CEE trade links with Greece (exports/GDP, 2014)

CEE Handelsverbindungen mit Griechenland (Exporte/BIP, 2014)
Source: Datastream, national statistics

We would argue that yields have started to rise for a good reason, with expectations on inflation and (finally) nominal growth behind the weaker bond prices. This matches our theme of CEE posting a strong economic recovery, even outperforming other emerging markets. EM overall have started to post some signs of recovering growth as well, despite increasing concerns on China.

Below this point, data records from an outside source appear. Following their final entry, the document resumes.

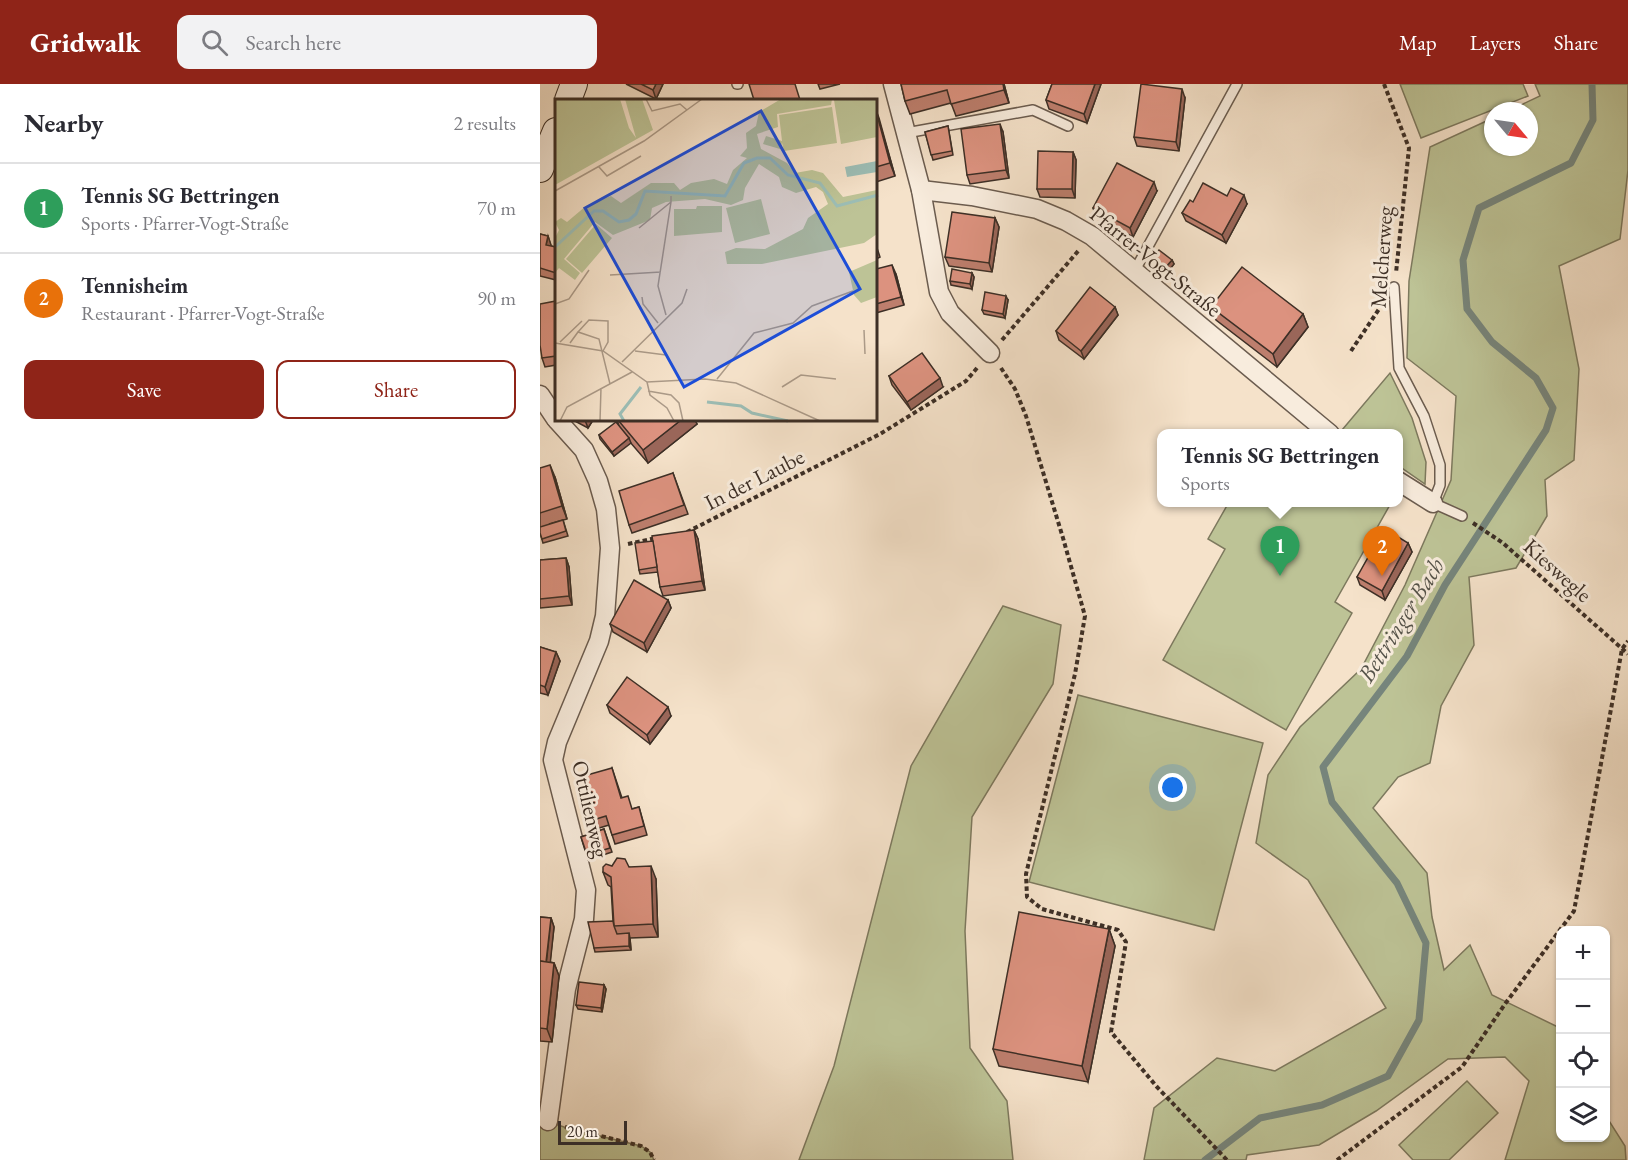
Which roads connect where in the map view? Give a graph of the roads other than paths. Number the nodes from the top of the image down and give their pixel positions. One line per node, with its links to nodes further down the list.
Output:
1 (574, 84): 4 (main road)
2 (893, 84): 7 (street)
3 (1238, 84): 10 (lane)
4 (568, 99)
5 (1068, 126): 7 (lane)
6 (555, 133): 8 (main road)
7 (906, 133): 9 (street)
8 (540, 169)
9 (921, 190): 10 (street, Pfarrer-Vogt-Straße); 12 (street)
10 (1134, 272): 16 (street, Pfarrer-Vogt-Straße)
11 (1394, 287): 18 (lane, Melcherweg)
12 (990, 353)
13 (540, 395): 14 (street, Ottilienweg)
14 (555, 417)
15 (559, 422): 20 (street, Ottilienweg)
16 (1324, 429)
17 (1403, 484): 18 (street)
18 (1433, 503): 19 (lane)
19 (1462, 516)
20 (548, 1121)

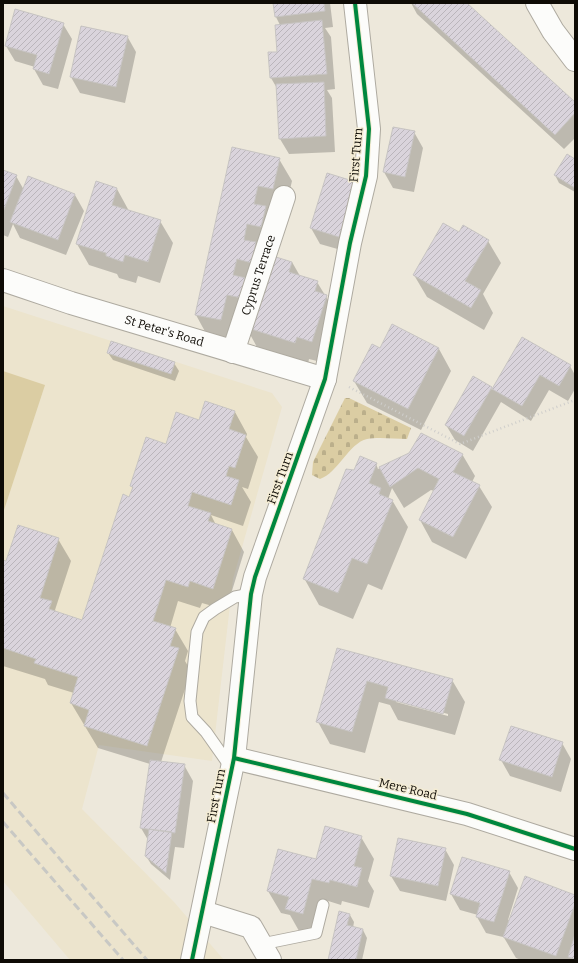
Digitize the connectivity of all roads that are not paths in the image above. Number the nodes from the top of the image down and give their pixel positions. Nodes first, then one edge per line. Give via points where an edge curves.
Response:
1 (355, 3) edge
2 (537, 3) edge
3 (553, 31) junction
4 (575, 42) edge
5 (575, 60) edge
6 (284, 197) dead end
7 (3, 280) edge
8 (233, 352) junction
9 (325, 379) junction
10 (251, 594) junction
11 (233, 763) junction
12 (575, 849) edge
13 (323, 905) dead end
14 (203, 912) junction
15 (266, 952) edge
16 (192, 960) edge

1 - 9 street, First Turn via 369,129 366,176 350,243
2 - 3 street
3 - 4 lane
3 - 5 street
6 - 8 street, Cyprus Terrace
7 - 8 street, St Peter's Road
8 - 9 street, St Peter's Road
9 - 10 street, First Turn
10 - 11 street, First Turn
10 - 11 lane via 235,597 204,617 197,632 190,701 192,717
11 - 12 street, Mere Road via 467,814
11 - 14 street, First Turn
13 - 15 lane via 316,933
14 - 15 street via 251,927
14 - 16 street, First Turn

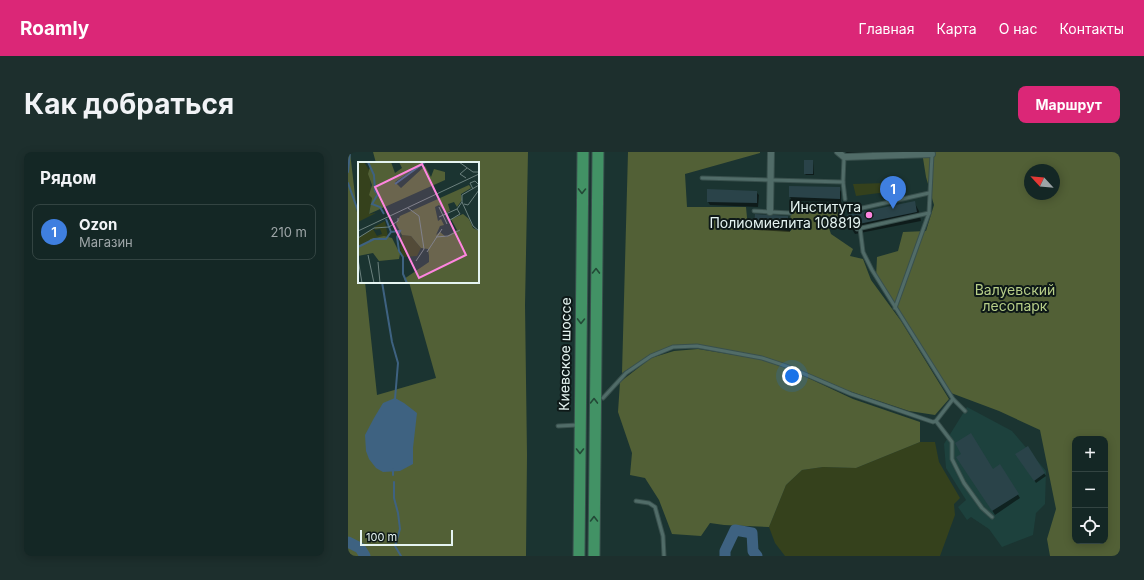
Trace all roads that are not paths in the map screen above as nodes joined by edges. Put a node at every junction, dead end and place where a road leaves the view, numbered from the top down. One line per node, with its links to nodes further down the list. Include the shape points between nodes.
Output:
1 (583, 152): 22 (highway, Киевское шоссе, one-way to 22)
2 (598, 152): 27 (highway, one-way to 2)
3 (771, 152): 8 (street)
4 (838, 152): 6 (street)
5 (932, 153): 6 (street); 10 (lane)
6 (844, 157): 9 (lane)
7 (702, 178): 8 (lane)
8 (770, 180): 9 (lane); 14 (street)
9 (843, 182): 11 (lane)
10 (929, 193): 12 (lane); 16 (lane)
11 (845, 199)
12 (858, 209)
13 (754, 211): 14 (lane)
14 (770, 212): 15 (lane)
15 (790, 213)
16 (929, 213): 17 (lane); 17 (lane, via 859,229 863,252)
17 (895, 308): 19 (lane)
18 (603, 398): 21 (lane, via 626,373 651,356 673,347 697,346 762,358 851,394)
19 (953, 399): 20 (lane); 21 (lane)
20 (965, 411)
21 (936, 421): 25 (lane, via 952,442 952,459 964,483)
22 (579, 424): 23 (lane); 26 (highway, Киевское шоссе, one-way to 26)
23 (558, 426)
24 (636, 501): 28 (lane, via 655,506 663,536)
25 (992, 517)
26 (578, 556)
27 (594, 556)
28 (664, 556)

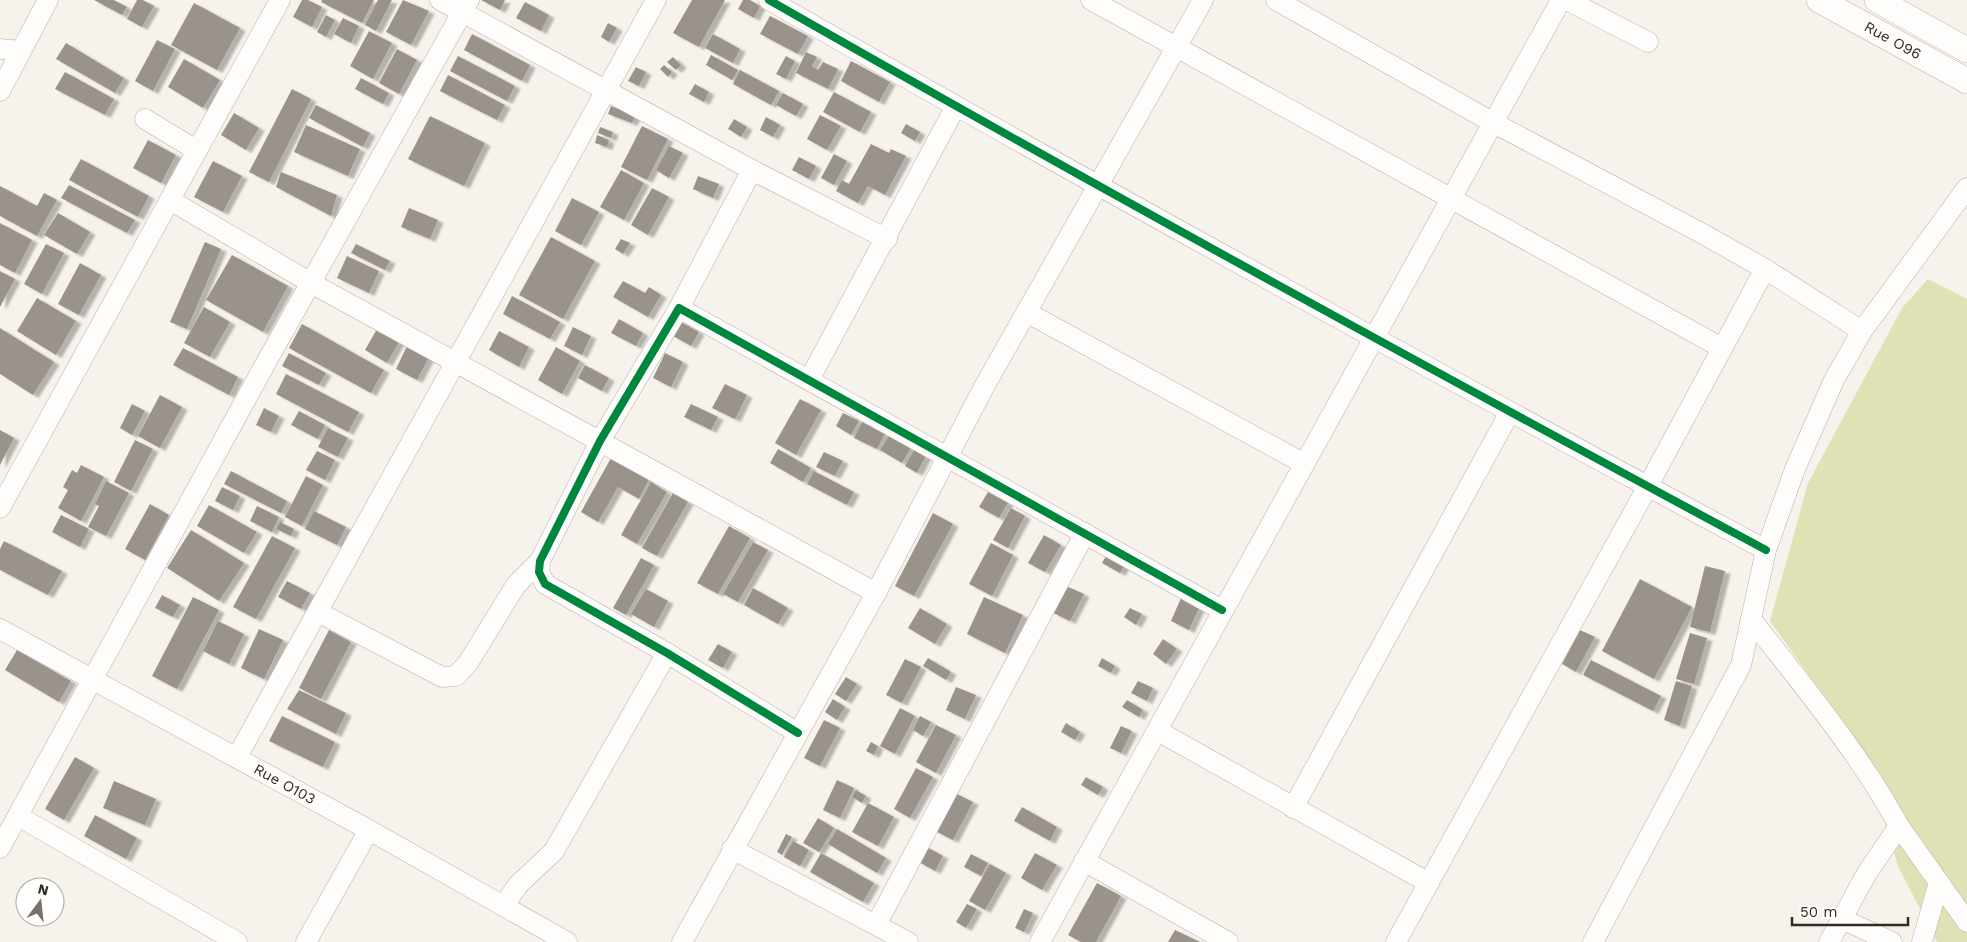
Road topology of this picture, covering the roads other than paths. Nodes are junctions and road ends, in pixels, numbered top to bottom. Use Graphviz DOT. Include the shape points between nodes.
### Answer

This appears to be important, since we feel that only increasing interest in EM overall can help ease the region’s bottleneck, which is liquidity. Indeed, liquidity momentum is rising and country flows indicate some improvement. In order to close the performance gap of emerging Europe to DM and EM overall, we still need more of this, though.

Valuation has come down somewhat, while growth remains sound. More important, however, is that the EPS consensus trend has finally bottomed out, indicating a sustainable growth recovery, not merely driven by the effects of a low base. We believe that this is important, since it will help to keep equity attractive relative to rising bond yields, while adding a new driver.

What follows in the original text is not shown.